I picked DOOR #2 and since I made the choice, Things have been happening fast and things have been happening often since I decided to put myself out there.

Right now my life is a big, wild construction site. There’s a lot going on over here. I’m building things. I’m tearing shit down- specifically, old habits and old belief systems. That, by the way, takes time and repetition. Sometimes I tear something down and the next morning- or THAT NIGHT- it’s back!                           So, I tear it down again.

On a regular basis, days are great. Sometimes days are hard. On this day, things are pretty great because I’m here with a BIG ANNOUNCEMENT!

In fact, I’ve got a few big announcements and they read like a laundry list of gratitude.

I recently introduced multimedia Tiny Tiles. Tiles that incorporate actual photos of pets. These personalized tiles honor the living boo boos or memorialize the sweet hearts that have gone on. If you have human kids I can put one-a them in there too…

A few weeks ago I got a commission from a lady in Mississippi, that was followed by a friend who commissioned four pieces to cluster on a wall in her new office. That was followed by another commission, followed by another!

In January, I began working a few hours a week for Inner Peace Press, an independent publishing company supporting independent authors telling their personal stories of transformation- Soul Stories... I love it. Heather Felty, the editor and owner of IPP, is a talented, like-hearted, kind person with a great collaborative spirit. She is a joy to work for and with.

Shortly after I started with IPP, I pitched Heather an idea of publishing a memoir about sobriety. I did not imagine myself as the author, but thought that I could help to find the author.
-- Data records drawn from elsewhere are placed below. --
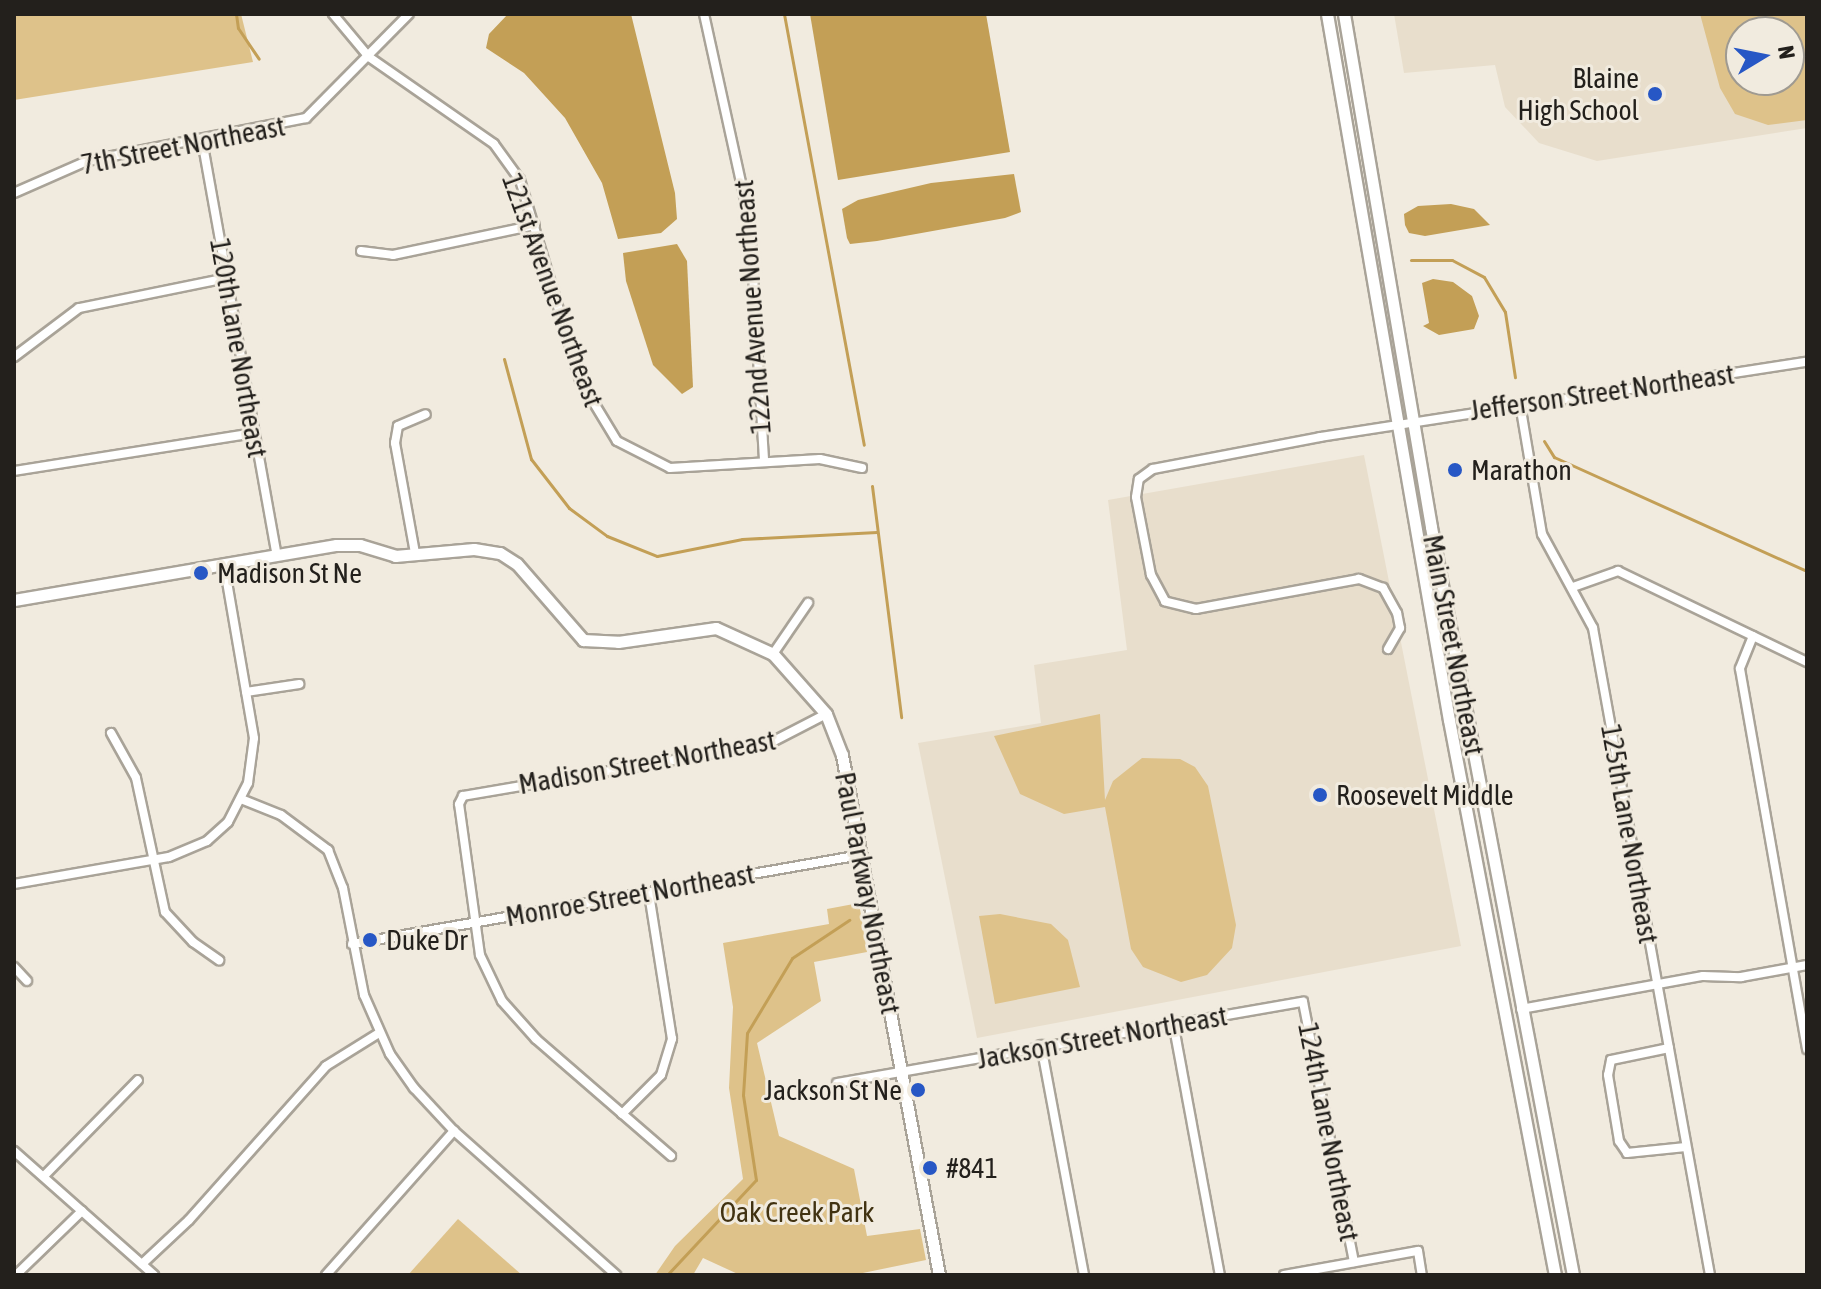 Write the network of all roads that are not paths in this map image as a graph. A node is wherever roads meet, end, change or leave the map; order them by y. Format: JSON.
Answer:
{"nodes":[{"id":1,"x":333,"y":14,"type":"edge"},
{"id":2,"x":409,"y":14,"type":"edge"},
{"id":3,"x":704,"y":14,"type":"edge"},
{"id":4,"x":1327,"y":14,"type":"edge"},
{"id":5,"x":1344,"y":14,"type":"edge"},
{"id":6,"x":369,"y":57,"type":"junction"},
{"id":7,"x":202,"y":140,"type":"junction"},
{"id":8,"x":14,"y":193,"type":"edge"},
{"id":9,"x":535,"y":225,"type":"junction"},
{"id":10,"x":361,"y":251,"type":"dead end"},
{"id":11,"x":226,"y":278,"type":"junction"},
{"id":12,"x":14,"y":357,"type":"edge"},
{"id":13,"x":1807,"y":362,"type":"edge"},
{"id":14,"x":1520,"y":404,"type":"junction"},
{"id":15,"x":426,"y":414,"type":"dead end"},
{"id":16,"x":1414,"y":422,"type":"junction"},
{"id":17,"x":1396,"y":424,"type":"junction"},
{"id":18,"x":255,"y":433,"type":"junction"},
{"id":19,"x":764,"y":461,"type":"junction"},
{"id":20,"x":862,"y":468,"type":"dead end"},
{"id":21,"x":14,"y":471,"type":"edge"},
{"id":22,"x":415,"y":553,"type":"junction"},
{"id":23,"x":277,"y":555,"type":"junction"},
{"id":24,"x":224,"y":564,"type":"junction"},
{"id":25,"x":1573,"y":587,"type":"junction"},
{"id":26,"x":14,"y":600,"type":"edge"},
{"id":27,"x":808,"y":603,"type":"dead end"},
{"id":28,"x":1753,"y":636,"type":"junction"},
{"id":29,"x":1388,"y":649,"type":"dead end"},
{"id":30,"x":773,"y":654,"type":"junction"},
{"id":31,"x":1807,"y":662,"type":"edge"},
{"id":32,"x":299,"y":684,"type":"dead end"},
{"id":33,"x":246,"y":692,"type":"junction"},
{"id":34,"x":826,"y":714,"type":"junction"},
{"id":35,"x":111,"y":733,"type":"dead end"},
{"id":36,"x":241,"y":799,"type":"junction"},
{"id":37,"x":861,"y":855,"type":"junction"},
{"id":38,"x":150,"y":861,"type":"junction"},
{"id":39,"x":14,"y":884,"type":"edge"},
{"id":40,"x":649,"y":893,"type":"junction"},
{"id":41,"x":474,"y":921,"type":"junction"},
{"id":42,"x":352,"y":944,"type":"junction"},
{"id":43,"x":219,"y":960,"type":"dead end"},
{"id":44,"x":1807,"y":965,"type":"edge"},
{"id":45,"x":14,"y":967,"type":"edge"},
{"id":46,"x":1794,"y":968,"type":"junction"},
{"id":47,"x":27,"y":981,"type":"dead end"},
{"id":48,"x":1658,"y":984,"type":"junction"},
{"id":49,"x":1303,"y":1002,"type":"joint"},
{"id":50,"x":1521,"y":1009,"type":"junction"},
{"id":51,"x":1173,"y":1022,"type":"junction"},
{"id":52,"x":379,"y":1033,"type":"junction"},
{"id":53,"x":1041,"y":1045,"type":"junction"},
{"id":54,"x":1669,"y":1048,"type":"junction"},
{"id":55,"x":1807,"y":1049,"type":"edge"},
{"id":56,"x":901,"y":1075,"type":"junction"},
{"id":57,"x":138,"y":1080,"type":"dead end"},
{"id":58,"x":837,"y":1083,"type":"dead end"},
{"id":59,"x":622,"y":1114,"type":"junction"},
{"id":60,"x":454,"y":1131,"type":"junction"},
{"id":61,"x":1686,"y":1147,"type":"junction"},
{"id":62,"x":14,"y":1151,"type":"edge"},
{"id":63,"x":671,"y":1156,"type":"dead end"},
{"id":64,"x":44,"y":1176,"type":"junction"},
{"id":65,"x":82,"y":1211,"type":"junction"},
{"id":66,"x":1354,"y":1262,"type":"junction"},
{"id":67,"x":142,"y":1264,"type":"junction"},
{"id":68,"x":16,"y":1275,"type":"edge"},
{"id":69,"x":154,"y":1275,"type":"edge"},
{"id":70,"x":326,"y":1275,"type":"edge"},
{"id":71,"x":616,"y":1275,"type":"edge"},
{"id":72,"x":939,"y":1275,"type":"edge"},
{"id":73,"x":1084,"y":1275,"type":"edge"},
{"id":74,"x":1220,"y":1275,"type":"edge"},
{"id":75,"x":1284,"y":1275,"type":"edge"},
{"id":76,"x":1422,"y":1275,"type":"edge"},
{"id":77,"x":1555,"y":1275,"type":"edge"},
{"id":78,"x":1573,"y":1275,"type":"edge"},
{"id":79,"x":1710,"y":1275,"type":"edge"}],
"edges":[{"from":1,"to":6,"type":"street","name":"121st Avenue Northeast"},
{"from":2,"to":6,"type":"street","name":"7th Street Northeast"},
{"from":3,"to":19,"type":"street","name":"122nd Avenue Northeast"},
{"from":4,"to":17,"type":"main road"},
{"from":5,"to":16,"type":"main road","name":"Main Street Northeast"},
{"from":6,"to":7,"type":"street","name":"7th Street Northeast"},
{"from":6,"to":9,"type":"street","name":"121st Avenue Northeast"},
{"from":7,"to":8,"type":"street","name":"7th Street Northeast"},
{"from":7,"to":11,"type":"street","name":"120th Lane Northeast"},
{"from":9,"to":10,"type":"street"},
{"from":9,"to":19,"type":"street","name":"121st Avenue Northeast"},
{"from":11,"to":12,"type":"street"},
{"from":11,"to":18,"type":"street","name":"120th Lane Northeast"},
{"from":13,"to":14,"type":"street","name":"Jefferson Street Northeast"},
{"from":14,"to":16,"type":"street","name":"Jefferson Street Northeast"},
{"from":14,"to":25,"type":"street","name":"125th Lane Northeast"},
{"from":15,"to":22,"type":"street"},
{"from":16,"to":17,"type":"street","name":"Jefferson Street Northeast"},
{"from":16,"to":50,"type":"main road","name":"Main Street Northeast"},
{"from":17,"to":29,"type":"street","name":"Jefferson Street Northeast"},
{"from":17,"to":77,"type":"main road"},
{"from":18,"to":21,"type":"street"},
{"from":18,"to":23,"type":"street","name":"120th Lane Northeast"},
{"from":19,"to":20,"type":"street"},
{"from":22,"to":23,"type":"main road"},
{"from":22,"to":30,"type":"main road"},
{"from":23,"to":24,"type":"main road"},
{"from":24,"to":26,"type":"main road"},
{"from":24,"to":33,"type":"street"},
{"from":25,"to":28,"type":"street"},
{"from":25,"to":48,"type":"street","name":"125th Lane Northeast"},
{"from":27,"to":30,"type":"street"},
{"from":28,"to":31,"type":"street"},
{"from":28,"to":46,"type":"street"},
{"from":30,"to":34,"type":"main road"},
{"from":32,"to":33,"type":"street"},
{"from":33,"to":36,"type":"street"},
{"from":34,"to":37,"type":"main road","name":"Paul Parkway Northeast"},
{"from":34,"to":41,"type":"street","name":"Madison Street Northeast"},
{"from":35,"to":38,"type":"street"},
{"from":36,"to":38,"type":"street"},
{"from":36,"to":42,"type":"street"},
{"from":37,"to":40,"type":"street","name":"Monroe Street Northeast"},
{"from":37,"to":56,"type":"main road","name":"Paul Parkway Northeast"},
{"from":38,"to":39,"type":"street"},
{"from":38,"to":43,"type":"street"},
{"from":40,"to":41,"type":"street","name":"Monroe Street Northeast"},
{"from":40,"to":59,"type":"street"},
{"from":41,"to":42,"type":"street","name":"Monroe Street Northeast"},
{"from":41,"to":59,"type":"street"},
{"from":42,"to":52,"type":"street"},
{"from":44,"to":46,"type":"street"},
{"from":45,"to":47,"type":"street"},
{"from":46,"to":48,"type":"street"},
{"from":46,"to":55,"type":"street"},
{"from":48,"to":50,"type":"street"},
{"from":48,"to":54,"type":"street","name":"125th Lane Northeast"},
{"from":49,"to":51,"type":"street","name":"Jackson Street Northeast"},
{"from":49,"to":66,"type":"street","name":"124th Lane Northeast"},
{"from":50,"to":78,"type":"main road","name":"Main Street Northeast"},
{"from":51,"to":53,"type":"street","name":"Jackson Street Northeast"},
{"from":51,"to":74,"type":"street"},
{"from":52,"to":60,"type":"street"},
{"from":52,"to":67,"type":"street"},
{"from":53,"to":56,"type":"street","name":"Jackson Street Northeast"},
{"from":53,"to":73,"type":"street"},
{"from":54,"to":61,"type":"street","name":"125th Lane Northeast"},
{"from":54,"to":61,"type":"street"},
{"from":56,"to":58,"type":"street"},
{"from":56,"to":72,"type":"main road","name":"Paul Parkway Northeast"},
{"from":57,"to":64,"type":"street"},
{"from":59,"to":63,"type":"street"},
{"from":60,"to":70,"type":"street"},
{"from":60,"to":71,"type":"street"},
{"from":61,"to":79,"type":"street","name":"125th Lane Northeast"},
{"from":62,"to":64,"type":"street"},
{"from":64,"to":65,"type":"street"},
{"from":65,"to":67,"type":"street"},
{"from":65,"to":68,"type":"street"},
{"from":66,"to":75,"type":"street"},
{"from":66,"to":76,"type":"street"},
{"from":67,"to":69,"type":"street"}]}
A few weeks later, I got an email from Heather saying she wanted to do the book on sobriety but wanted it to be a book of essays from multiple authors and she invited me to be one of authors! And she invited me to write the book’s preface! And she invited me to choose five of the other participants!

I made my asks to potential book participants and I got a YES from FIVE SOBER BADASS women… I’m so excited about this project that I never saw coming!

More recently, I got an unexpected email from another amazing, creative woman, Polly Singer, of Polly Singer Couture Hats and Teas. Polly invited me to work for her for a few hours a week! My blessings continue because Polly is also a talented, kind, creative artist who makes AMAZING hats and delicious artisan teas and I’m very much enjoying working with her.

Last Friday, was an especially big day as I obtained my official business license for, California Afternoon.

This is the name of an essential oil blend that I’ve been making and wearing as my personal scent for about 18 years- and I now plan to sell it!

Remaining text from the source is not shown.